Fourth, the Colomer model presents the problem of suffrage extension merely in terms of class while plotting the distances between “voters” or “groups of voters.” Again, this is simpleminded. Latin American populations were divided politically, depending on the country, in a series of other dimensions as well. The expansion of suffrage could be seen by some upper-class groups as an advantage for reasons, such as regional allegiances or religious identities, that had nothing to do with class. Groups of highly practicing Catholics of different classes could feel greater commonality with each other against a secularizing adversary than with members of their respective classes across the secular-religious divide. It is not true, moreover, that women (or peasants, for that matter) are necessarily closer to the status quo than male workers. If the “status quo” was held by anticlerical forces, women were, with good reason, a major threat to their electoral supremacy where they had it. Indeed, this difference had a lot to do with the lateness of women’s suffrage, at least in Chile (Maza Valenzuela 1995, 2000).
Fifth, and perhaps most important, the Colomer model simply does not reflect fundamental features of the suffrage expansion process in Latin America. In Europe, abrupt expansions of the suffrage to all men during the nineteenth century were the exception rather than the rule. In the Americas, including the United States, it was the other way around. Citing the historical literature, Colomer himself notes in his descriptive section that suffrage tended to be very broad in the early decades after independence. Similarly to the United States (see Keyssar 2000), various Latin American countries subsequently imposed some restrictions on the right to vote. The problem is that if there had been a broad suffrage from the very inception of the republics, then the issue of the possible “threat” of suffrage expansion surely could not have come up, as the expanded electorate would already have been a given. Moreover, in those settings where restrictions were added later, it is not at all clear, as the Chilean experience illustrates, that this had the effect of eliminating artisans or workers from the electorates. I will elaborate on this point in connection with the Argentine and Chilean cases.
COLOMER’S DISCUSSION OF ARGENTINA
I doubt very much that any historian would accept the notion that having a broad suffrage in 1826 was the single cause leading to the Rosas dictatorship, as Colomer seems to assume. It is very likely that this would have happened anyway, regardless of the suffrage provisions. It is, moreover, disingenuous to assert that the 1853 Constitution “drastically reduced” the enfranchised population “by requiring citizenship,” and then to link this reduction to political stability. Immigration did not begin in large numbers until later, and it took ten more years after 1853 for the country to unify and reach a modicum (still interrupted by insurrections) of stability.

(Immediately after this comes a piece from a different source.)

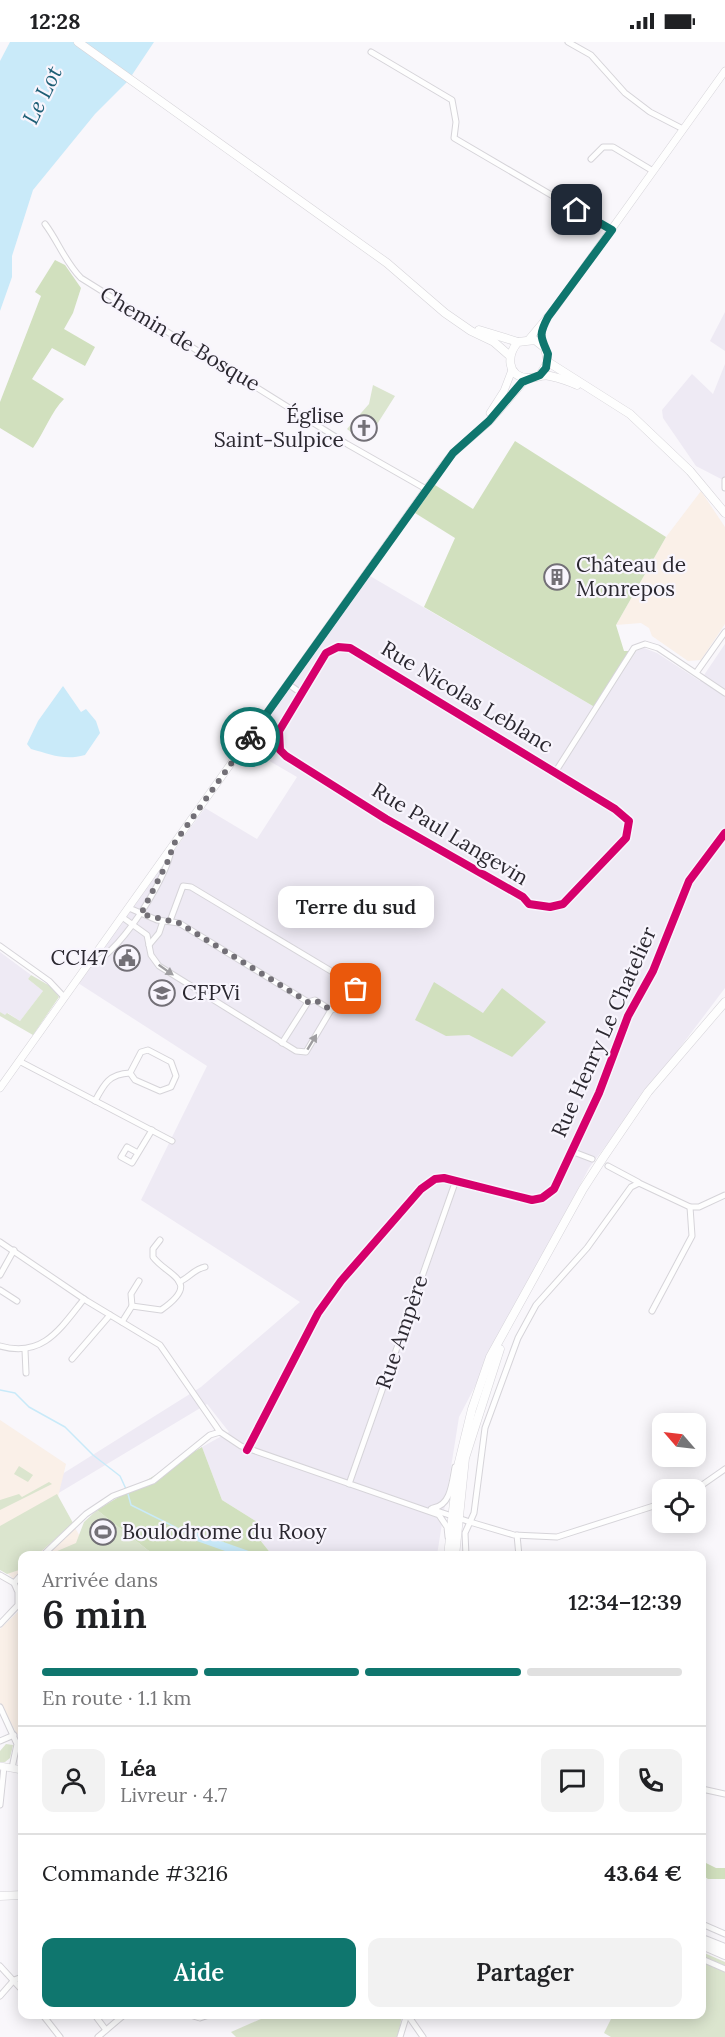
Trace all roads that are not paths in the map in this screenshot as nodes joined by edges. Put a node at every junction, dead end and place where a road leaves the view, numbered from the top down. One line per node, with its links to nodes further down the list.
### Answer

No one really knows how many people voted in Argentina as a whole in the latter part of the nineteenth century. The figures that exist for Buenos Aires (as presented by Alonso 1996, 186-87) show clearly that electoral participation was well on the rise before the Saenz Pena law of 1912. This law did not expand suffrage rights, as Argentina always kept universal male suffrage for its nationals. And the proportions of voters from different classes remained more or less the same (including workers) before and after 1912 (see Alonso 1996, 195, 199, who cites Richard Walter on this point). Hence, any implication that the Saenz Pena law increased the “threat” level is nonsensical. But the numbers of voters did increase (about doubling in Buenos Aires), given that it made voting compulsory (Malamud, 2000, 103). The Radical Yrigoyen won the next presidential election of 1916 not really because of the expanding numbers of voters, but because the conservatives split into warring camps. Again, it is not clear that the expanded suffrage rights had much to do with the military coup of 1930. It was the third (not the second, as Colomer states) presidential election that Yrigoyen won, and it is not clear that elections during his presidencies were all that clean and fair. The president was old, his party was divided, and the coup took place after the stock market crash of 1929 clouded the economic horizons. In any event, it took place 14 years after the numbers of voters had expanded, and this is hardly evidence that such expansion was an important reason for the coup.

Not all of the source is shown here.